2.1.4 Est-ce que le niveau de la mer augmente de manière égale partout ?

Le niveau de la mer n’augmente pas également partout. Il n’est constant ni dans le temps ni dans l’espace. Les vents et les courants océaniques modifient son niveau. Ainsi, dans les grands gires océaniques, la partie centrale est surélevée d’environ 20 cm. Le phénomène météorologique El Niño crée un gradient de plus de 20 cm en refoulant les eaux de l’Amérique du Sud vers l’Australie. Des évènements ponctuels peuvent influer sur le niveau de la mer pendant quelques années. Ainsi, l’éruption du Krakatoa de 1883, et d’autres éruptions importantes, peuvent causer une baisse du niveau de la mer à cause du refroidissement des eaux de surface et, par convection, d’eaux plus profondes, qui perdure quelques décennies (Glecker et al., 2006).

Les cycles climatiques ont aussi une influence. Entre 2010 et 2011, le niveau de la mer a baissé de 1 cm, ce qui a pu être expliqué par les précipitations intenses dues à l’épisode En Niño, qui ont transféré des quantités d’eau importantes de l’océan aux continents (Boening et al, 2012), assez pour provoquer une baisse mesurable du niveau de l’océan. Un an plus tard, l’eau ayant ruisselé des continents vers l’océan, son niveau de la mer était revenu à l’état normal et reprend depuis sa montée.
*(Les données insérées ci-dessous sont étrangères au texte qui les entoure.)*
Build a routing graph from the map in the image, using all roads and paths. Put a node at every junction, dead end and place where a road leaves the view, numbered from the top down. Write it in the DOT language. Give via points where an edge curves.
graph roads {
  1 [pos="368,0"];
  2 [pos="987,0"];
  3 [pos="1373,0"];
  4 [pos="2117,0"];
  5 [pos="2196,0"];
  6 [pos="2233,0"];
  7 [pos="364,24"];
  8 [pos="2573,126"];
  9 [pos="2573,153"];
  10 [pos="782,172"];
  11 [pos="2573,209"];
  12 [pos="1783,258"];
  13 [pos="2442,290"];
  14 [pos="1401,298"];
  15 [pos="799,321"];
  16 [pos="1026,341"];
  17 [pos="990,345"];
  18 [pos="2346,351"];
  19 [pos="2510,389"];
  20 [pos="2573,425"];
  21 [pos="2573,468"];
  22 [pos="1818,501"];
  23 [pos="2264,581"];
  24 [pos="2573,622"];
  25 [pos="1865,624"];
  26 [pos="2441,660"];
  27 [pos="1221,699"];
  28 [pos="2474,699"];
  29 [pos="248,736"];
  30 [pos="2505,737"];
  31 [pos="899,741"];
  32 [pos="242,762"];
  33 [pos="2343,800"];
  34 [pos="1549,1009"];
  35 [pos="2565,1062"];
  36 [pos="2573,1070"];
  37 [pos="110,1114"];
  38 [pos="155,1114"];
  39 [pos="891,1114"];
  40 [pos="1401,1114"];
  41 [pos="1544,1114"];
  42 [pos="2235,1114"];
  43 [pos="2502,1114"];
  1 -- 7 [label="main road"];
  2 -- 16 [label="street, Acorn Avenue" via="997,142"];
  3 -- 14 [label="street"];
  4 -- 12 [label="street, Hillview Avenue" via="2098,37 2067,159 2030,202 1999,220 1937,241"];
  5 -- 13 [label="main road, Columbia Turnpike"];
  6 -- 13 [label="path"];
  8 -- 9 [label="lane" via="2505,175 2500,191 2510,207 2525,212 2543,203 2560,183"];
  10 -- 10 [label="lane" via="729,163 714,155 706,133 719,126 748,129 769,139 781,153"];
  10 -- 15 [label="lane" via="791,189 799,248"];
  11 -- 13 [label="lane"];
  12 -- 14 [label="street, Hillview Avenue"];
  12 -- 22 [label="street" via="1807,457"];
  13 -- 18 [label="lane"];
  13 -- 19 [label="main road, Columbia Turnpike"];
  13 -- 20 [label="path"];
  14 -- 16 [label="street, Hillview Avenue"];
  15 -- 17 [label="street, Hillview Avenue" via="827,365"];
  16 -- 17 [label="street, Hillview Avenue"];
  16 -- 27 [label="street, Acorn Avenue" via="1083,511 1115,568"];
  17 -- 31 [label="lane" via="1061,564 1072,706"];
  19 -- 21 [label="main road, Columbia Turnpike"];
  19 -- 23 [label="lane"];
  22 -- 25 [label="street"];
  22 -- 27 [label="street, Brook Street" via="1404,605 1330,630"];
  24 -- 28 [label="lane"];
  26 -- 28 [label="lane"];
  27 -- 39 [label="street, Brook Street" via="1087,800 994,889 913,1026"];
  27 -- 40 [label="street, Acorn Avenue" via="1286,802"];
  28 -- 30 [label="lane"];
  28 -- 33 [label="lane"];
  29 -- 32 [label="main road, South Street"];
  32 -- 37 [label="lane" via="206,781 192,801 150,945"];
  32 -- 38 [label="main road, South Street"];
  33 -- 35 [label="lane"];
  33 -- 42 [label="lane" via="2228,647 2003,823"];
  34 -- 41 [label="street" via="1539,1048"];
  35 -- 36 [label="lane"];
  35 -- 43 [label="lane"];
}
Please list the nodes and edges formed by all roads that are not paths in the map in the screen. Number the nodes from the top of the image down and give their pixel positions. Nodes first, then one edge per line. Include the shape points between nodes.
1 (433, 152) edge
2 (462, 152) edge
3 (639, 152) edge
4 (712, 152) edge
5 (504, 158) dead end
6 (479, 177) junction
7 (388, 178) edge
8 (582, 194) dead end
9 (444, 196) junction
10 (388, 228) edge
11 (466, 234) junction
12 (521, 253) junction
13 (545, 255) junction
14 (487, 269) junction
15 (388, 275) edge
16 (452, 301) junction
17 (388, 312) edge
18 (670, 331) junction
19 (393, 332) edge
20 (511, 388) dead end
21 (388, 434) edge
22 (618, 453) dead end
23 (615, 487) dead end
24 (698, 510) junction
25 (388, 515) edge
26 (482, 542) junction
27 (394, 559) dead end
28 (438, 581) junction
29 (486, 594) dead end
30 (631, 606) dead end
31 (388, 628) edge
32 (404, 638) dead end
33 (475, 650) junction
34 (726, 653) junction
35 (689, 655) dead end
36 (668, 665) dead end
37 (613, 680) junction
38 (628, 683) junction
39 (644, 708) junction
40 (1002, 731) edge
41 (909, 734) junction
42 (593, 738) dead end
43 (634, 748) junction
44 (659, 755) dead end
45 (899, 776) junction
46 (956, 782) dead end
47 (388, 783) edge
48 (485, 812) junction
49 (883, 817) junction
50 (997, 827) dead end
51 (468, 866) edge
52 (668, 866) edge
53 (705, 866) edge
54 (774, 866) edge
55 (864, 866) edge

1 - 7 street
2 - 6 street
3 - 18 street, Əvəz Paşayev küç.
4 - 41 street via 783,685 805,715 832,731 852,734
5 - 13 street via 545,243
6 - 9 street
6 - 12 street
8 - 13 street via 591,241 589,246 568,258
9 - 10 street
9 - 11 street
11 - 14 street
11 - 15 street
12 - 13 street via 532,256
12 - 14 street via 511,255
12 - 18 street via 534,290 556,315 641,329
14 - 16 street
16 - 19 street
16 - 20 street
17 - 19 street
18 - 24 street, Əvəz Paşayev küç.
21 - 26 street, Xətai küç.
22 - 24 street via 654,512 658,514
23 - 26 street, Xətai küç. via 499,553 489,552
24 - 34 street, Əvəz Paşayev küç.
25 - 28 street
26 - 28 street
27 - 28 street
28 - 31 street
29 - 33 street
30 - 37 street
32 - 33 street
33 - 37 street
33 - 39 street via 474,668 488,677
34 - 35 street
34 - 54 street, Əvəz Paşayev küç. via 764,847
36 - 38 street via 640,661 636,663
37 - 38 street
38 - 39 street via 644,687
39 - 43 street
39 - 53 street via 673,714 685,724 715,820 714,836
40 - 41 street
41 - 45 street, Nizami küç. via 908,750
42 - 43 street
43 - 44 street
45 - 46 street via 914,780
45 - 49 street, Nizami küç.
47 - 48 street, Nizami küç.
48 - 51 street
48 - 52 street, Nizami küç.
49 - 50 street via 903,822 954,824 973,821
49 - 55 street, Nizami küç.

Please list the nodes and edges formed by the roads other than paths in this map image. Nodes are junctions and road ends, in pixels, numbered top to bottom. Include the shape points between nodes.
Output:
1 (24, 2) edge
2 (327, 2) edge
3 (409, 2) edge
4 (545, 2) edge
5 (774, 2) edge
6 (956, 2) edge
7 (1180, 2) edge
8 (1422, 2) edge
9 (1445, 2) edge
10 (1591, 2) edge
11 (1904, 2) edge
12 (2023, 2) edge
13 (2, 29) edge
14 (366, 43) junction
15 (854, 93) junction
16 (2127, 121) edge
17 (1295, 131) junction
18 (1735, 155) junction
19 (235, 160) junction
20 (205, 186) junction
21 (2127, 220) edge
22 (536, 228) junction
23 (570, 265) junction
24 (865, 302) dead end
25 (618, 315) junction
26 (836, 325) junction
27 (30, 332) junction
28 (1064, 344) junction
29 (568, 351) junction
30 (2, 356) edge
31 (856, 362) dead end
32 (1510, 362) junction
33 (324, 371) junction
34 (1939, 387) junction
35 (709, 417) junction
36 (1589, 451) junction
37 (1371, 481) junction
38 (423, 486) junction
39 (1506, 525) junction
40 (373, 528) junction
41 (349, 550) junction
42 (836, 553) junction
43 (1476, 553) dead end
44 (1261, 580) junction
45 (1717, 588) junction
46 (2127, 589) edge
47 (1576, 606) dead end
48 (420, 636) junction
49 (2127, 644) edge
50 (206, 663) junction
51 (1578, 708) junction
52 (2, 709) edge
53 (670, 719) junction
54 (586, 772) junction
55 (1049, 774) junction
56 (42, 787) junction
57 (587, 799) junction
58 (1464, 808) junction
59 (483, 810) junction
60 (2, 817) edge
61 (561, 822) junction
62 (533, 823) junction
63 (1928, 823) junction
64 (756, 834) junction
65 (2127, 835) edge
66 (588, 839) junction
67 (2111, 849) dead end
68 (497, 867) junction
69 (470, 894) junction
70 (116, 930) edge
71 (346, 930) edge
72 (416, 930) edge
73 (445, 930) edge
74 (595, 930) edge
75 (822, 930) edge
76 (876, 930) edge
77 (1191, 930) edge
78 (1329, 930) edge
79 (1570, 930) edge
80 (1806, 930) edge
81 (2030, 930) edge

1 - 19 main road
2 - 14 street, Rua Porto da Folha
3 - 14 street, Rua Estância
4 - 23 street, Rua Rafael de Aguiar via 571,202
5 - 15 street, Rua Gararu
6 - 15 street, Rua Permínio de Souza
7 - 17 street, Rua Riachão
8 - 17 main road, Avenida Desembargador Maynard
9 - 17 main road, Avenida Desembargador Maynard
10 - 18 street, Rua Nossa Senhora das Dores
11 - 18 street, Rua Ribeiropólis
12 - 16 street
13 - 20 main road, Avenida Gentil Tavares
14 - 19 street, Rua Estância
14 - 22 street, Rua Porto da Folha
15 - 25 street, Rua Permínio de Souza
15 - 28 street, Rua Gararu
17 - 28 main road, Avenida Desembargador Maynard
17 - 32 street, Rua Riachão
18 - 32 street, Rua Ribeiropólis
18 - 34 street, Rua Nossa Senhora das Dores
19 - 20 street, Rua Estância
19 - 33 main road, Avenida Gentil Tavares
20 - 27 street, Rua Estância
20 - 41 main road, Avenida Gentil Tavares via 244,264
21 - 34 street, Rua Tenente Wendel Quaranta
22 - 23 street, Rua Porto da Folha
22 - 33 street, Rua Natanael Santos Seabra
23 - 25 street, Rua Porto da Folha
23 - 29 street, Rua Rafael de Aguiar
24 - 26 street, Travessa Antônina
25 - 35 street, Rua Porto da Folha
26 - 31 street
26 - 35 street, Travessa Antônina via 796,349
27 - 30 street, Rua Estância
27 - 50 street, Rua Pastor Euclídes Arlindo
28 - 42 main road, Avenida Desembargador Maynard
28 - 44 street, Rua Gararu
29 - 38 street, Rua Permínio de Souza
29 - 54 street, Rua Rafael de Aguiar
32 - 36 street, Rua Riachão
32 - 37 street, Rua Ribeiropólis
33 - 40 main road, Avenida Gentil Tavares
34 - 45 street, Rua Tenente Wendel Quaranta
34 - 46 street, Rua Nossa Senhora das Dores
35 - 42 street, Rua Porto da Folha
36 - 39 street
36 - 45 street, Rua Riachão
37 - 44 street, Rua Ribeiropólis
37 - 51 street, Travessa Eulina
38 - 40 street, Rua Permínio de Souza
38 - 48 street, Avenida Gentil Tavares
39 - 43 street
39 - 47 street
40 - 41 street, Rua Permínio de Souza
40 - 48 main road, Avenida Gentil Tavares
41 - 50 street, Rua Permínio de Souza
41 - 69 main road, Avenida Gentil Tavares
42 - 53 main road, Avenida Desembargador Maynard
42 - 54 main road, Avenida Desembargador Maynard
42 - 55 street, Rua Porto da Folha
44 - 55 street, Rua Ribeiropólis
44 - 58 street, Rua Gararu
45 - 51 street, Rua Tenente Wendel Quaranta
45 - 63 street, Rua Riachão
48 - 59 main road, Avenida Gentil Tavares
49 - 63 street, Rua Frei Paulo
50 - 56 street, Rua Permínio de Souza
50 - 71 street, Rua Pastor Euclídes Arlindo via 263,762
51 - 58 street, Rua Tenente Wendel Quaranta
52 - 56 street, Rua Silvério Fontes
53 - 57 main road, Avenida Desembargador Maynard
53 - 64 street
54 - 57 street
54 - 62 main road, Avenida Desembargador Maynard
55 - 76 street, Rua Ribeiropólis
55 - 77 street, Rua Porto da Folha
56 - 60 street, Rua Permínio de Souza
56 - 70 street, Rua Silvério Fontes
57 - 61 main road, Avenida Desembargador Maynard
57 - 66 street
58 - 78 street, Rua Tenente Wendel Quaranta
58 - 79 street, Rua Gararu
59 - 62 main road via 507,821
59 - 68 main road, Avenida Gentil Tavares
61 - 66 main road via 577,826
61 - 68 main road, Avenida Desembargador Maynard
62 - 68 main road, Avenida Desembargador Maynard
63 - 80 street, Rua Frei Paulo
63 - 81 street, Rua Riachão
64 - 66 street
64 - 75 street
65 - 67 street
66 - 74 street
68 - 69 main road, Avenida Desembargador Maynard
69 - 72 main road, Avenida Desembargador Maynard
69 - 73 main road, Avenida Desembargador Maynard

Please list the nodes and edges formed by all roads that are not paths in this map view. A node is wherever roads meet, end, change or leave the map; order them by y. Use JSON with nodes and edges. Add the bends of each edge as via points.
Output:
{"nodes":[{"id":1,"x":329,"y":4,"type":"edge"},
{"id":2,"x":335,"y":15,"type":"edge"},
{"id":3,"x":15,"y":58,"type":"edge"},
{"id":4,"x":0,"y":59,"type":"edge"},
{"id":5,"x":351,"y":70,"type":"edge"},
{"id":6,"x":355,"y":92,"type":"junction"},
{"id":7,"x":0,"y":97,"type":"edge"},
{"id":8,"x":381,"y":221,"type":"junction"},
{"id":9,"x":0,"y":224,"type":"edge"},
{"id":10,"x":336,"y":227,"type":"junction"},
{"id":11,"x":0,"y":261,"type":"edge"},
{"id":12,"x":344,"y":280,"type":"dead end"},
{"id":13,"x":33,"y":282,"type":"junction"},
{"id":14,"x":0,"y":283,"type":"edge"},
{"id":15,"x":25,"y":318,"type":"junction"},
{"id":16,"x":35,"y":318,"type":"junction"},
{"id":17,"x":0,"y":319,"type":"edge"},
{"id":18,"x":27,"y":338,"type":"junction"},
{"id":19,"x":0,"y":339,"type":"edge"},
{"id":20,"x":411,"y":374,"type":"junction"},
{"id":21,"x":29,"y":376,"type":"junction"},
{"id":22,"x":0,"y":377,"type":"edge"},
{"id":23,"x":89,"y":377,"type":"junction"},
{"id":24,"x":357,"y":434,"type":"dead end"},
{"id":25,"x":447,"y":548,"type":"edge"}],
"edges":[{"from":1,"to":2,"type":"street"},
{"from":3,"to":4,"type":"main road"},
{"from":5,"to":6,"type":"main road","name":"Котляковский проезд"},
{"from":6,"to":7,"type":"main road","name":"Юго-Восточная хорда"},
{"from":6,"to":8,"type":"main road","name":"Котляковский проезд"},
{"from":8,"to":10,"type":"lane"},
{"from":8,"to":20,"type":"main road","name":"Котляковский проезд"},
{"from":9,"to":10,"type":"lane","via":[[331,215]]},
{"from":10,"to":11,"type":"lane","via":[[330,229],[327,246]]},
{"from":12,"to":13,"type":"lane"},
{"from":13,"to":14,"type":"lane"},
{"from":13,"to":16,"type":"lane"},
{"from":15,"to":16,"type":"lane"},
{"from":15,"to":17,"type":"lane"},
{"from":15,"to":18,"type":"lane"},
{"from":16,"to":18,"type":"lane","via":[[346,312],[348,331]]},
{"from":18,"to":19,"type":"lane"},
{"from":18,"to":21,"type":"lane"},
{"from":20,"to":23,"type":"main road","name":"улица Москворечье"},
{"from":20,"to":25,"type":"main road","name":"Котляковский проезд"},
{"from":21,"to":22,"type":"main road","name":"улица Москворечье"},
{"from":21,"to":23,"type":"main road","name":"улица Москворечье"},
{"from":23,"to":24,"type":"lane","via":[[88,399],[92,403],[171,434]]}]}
L’évolution des vents et courants peut provoquer une augmentation locale du niveau de la mer plus importante dans certaines régions que dans d’autres. Par exemple, selon certains modèles (Han et al., 2010), le niveau de la mer augmenterait plus vite que la moyenne mondiale sur les côtes de Sumatra et certaines parties de l’Inde et du Bangladesh, mais moins vite sur Zanzibar, les Seychelles et la côte est de l’Afrique.

La croute océanique se déplace également verticalement. Dans les hautes latitudes, la croute continentale se réajuste encore aujourd’hui suite à la disparition des calottes glaciaires. Au cours de cet ajustement isostatique, les centres des anciennes calottes à l’exemple de la Baie de Hudson ou de l’Écosse se soulèvent tandis que certaines régions périphériques comme le sud de la Nouvelle-Écosse ou de l’Angleterre s’affaissent (voir les études de cas sur le Québec et le Nouveau-Brunswick). L’activité tectonique ou volcanique peut aussi causer des mouvements verticaux, comme dans le cas d’îles volcaniques ou du séisme de 2010 en Haïti. Ces mouvements verticaux se répercutent en une évolution du niveau relatif de la mer.